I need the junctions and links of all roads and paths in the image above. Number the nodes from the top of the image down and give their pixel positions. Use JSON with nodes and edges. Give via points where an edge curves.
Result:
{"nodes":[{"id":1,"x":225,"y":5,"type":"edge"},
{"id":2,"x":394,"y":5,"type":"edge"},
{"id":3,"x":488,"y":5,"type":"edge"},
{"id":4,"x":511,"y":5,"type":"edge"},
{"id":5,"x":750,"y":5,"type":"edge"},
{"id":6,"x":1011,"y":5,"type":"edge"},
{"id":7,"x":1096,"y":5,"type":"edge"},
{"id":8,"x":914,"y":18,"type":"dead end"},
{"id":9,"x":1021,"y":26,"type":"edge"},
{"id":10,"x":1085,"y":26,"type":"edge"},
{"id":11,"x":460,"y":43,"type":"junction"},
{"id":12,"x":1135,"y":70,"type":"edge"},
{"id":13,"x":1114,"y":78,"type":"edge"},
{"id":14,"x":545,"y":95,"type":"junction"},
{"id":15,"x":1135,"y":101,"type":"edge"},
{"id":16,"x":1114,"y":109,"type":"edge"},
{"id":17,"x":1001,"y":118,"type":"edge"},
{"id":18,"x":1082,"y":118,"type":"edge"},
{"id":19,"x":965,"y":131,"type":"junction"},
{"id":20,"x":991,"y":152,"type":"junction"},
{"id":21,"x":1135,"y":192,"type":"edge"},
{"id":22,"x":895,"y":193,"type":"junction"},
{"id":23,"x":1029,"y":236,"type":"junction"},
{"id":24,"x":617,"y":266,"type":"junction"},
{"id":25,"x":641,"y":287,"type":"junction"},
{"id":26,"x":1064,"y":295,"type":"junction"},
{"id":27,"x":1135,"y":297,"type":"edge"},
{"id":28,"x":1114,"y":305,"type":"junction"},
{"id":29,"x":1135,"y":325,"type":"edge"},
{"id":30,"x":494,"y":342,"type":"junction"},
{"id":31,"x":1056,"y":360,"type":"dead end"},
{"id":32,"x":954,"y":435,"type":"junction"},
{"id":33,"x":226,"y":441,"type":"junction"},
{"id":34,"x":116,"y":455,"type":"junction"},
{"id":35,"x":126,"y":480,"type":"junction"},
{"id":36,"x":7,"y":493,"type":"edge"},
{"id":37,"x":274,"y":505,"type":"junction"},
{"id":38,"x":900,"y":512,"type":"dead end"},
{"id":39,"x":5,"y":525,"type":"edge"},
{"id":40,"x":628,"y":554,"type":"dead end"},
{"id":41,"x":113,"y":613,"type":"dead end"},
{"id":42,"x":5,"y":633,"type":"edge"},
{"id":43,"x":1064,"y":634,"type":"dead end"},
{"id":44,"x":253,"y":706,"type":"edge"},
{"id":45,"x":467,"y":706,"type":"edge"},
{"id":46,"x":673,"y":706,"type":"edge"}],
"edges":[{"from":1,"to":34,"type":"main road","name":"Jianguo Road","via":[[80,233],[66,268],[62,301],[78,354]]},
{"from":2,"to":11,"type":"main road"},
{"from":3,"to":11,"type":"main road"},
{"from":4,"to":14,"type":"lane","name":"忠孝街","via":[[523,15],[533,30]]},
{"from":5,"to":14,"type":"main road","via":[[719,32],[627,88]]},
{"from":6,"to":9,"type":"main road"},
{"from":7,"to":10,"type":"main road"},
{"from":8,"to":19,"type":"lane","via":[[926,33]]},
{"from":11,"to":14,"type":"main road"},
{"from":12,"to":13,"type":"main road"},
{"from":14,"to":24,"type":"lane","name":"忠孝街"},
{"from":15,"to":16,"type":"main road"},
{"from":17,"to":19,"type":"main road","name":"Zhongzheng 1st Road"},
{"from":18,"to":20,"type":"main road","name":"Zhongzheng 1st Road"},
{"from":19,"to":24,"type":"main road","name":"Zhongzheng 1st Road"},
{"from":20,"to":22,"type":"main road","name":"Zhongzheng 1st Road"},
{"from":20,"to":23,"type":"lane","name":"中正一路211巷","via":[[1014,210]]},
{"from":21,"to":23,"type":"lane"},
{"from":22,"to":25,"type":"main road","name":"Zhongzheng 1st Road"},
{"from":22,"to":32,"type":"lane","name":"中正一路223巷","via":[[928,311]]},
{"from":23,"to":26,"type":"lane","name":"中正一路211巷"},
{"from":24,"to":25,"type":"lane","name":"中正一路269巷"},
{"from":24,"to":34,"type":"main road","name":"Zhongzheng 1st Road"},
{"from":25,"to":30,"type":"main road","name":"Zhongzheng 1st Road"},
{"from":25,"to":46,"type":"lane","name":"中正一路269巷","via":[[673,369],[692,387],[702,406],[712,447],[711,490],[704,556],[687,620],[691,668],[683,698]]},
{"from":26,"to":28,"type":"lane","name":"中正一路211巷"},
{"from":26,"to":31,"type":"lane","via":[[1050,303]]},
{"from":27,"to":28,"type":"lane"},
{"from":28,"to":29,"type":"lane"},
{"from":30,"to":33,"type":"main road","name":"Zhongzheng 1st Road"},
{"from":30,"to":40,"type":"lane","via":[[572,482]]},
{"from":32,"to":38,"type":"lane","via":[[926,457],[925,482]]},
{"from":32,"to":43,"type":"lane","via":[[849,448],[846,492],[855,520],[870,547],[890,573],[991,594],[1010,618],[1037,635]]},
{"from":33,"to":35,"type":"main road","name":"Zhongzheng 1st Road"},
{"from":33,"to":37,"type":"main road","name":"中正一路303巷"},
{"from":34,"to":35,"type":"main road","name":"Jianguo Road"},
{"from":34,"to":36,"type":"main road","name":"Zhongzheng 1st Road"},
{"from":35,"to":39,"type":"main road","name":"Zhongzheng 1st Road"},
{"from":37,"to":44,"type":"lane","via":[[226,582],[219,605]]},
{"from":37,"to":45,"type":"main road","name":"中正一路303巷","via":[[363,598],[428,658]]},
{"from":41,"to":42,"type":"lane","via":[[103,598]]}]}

# Work order:
Across the whole listing above, state how many lines contain "nodes". Only the number is wanted.

# Result of this exercise:
2